*Task to complete*. Starting at the first line of the entries below, output every line exactly, up to and including the line with "Instruction: Serialize what".

*Task input*.
++++++++++++++++++++

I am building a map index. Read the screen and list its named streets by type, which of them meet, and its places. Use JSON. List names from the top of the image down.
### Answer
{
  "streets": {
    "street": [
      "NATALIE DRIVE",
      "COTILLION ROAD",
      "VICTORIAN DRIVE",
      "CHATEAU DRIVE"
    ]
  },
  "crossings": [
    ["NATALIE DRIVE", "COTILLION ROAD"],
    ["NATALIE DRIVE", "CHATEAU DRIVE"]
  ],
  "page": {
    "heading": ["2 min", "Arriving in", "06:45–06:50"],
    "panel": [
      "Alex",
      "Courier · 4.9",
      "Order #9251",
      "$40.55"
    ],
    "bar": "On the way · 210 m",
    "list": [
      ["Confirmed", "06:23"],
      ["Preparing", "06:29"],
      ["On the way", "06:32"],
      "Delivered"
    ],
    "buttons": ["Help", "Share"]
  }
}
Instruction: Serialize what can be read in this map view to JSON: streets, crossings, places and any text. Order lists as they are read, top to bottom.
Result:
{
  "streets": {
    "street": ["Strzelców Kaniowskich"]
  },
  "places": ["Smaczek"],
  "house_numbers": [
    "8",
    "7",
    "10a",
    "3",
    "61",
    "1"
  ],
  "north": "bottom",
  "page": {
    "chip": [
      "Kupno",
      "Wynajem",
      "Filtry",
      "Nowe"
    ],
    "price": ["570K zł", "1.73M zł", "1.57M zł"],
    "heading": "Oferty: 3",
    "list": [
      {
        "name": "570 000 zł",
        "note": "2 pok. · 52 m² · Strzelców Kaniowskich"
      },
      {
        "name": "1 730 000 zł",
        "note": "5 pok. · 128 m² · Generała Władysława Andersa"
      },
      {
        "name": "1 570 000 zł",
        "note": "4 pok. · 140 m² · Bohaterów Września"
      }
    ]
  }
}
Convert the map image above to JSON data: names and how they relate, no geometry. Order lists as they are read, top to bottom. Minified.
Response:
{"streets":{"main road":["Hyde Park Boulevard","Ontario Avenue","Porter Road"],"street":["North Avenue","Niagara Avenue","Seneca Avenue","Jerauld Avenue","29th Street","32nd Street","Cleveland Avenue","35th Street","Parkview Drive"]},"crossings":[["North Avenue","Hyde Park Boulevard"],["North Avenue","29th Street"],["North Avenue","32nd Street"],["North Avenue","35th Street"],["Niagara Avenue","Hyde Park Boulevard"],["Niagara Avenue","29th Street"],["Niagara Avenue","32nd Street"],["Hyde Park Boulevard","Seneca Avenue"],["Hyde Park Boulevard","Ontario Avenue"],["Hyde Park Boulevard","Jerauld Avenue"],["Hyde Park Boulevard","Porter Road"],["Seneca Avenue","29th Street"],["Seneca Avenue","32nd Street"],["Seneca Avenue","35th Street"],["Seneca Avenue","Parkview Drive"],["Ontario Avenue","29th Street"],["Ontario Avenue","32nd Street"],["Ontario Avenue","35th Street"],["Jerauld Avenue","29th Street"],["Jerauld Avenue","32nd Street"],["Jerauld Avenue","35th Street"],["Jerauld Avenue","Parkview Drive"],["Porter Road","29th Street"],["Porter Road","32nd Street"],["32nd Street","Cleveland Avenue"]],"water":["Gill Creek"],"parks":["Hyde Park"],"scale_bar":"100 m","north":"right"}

++++++++++++++++++++

*Answer to the problem*.
I am building a map index. Read the screen and list its named streets by type, which of them meet, and its places. Use JSON. List names from the top of the image down.
### Answer
{
  "streets": {
    "street": [
      "NATALIE DRIVE",
      "COTILLION ROAD",
      "VICTORIAN DRIVE",
      "CHATEAU DRIVE"
    ]
  },
  "crossings": [
    ["NATALIE DRIVE", "COTILLION ROAD"],
    ["NATALIE DRIVE", "CHATEAU DRIVE"]
  ],
  "page": {
    "heading": ["2 min", "Arriving in", "06:45–06:50"],
    "panel": [
      "Alex",
      "Courier · 4.9",
      "Order #9251",
      "$40.55"
    ],
    "bar": "On the way · 210 m",
    "list": [
      ["Confirmed", "06:23"],
      ["Preparing", "06:29"],
      ["On the way", "06:32"],
      "Delivered"
    ],
    "buttons": ["Help", "Share"]
  }
}
Instruction: Serialize what can be read in this map view to JSON: streets, crossings, places and any text. Order lists as they are read, top to bottom.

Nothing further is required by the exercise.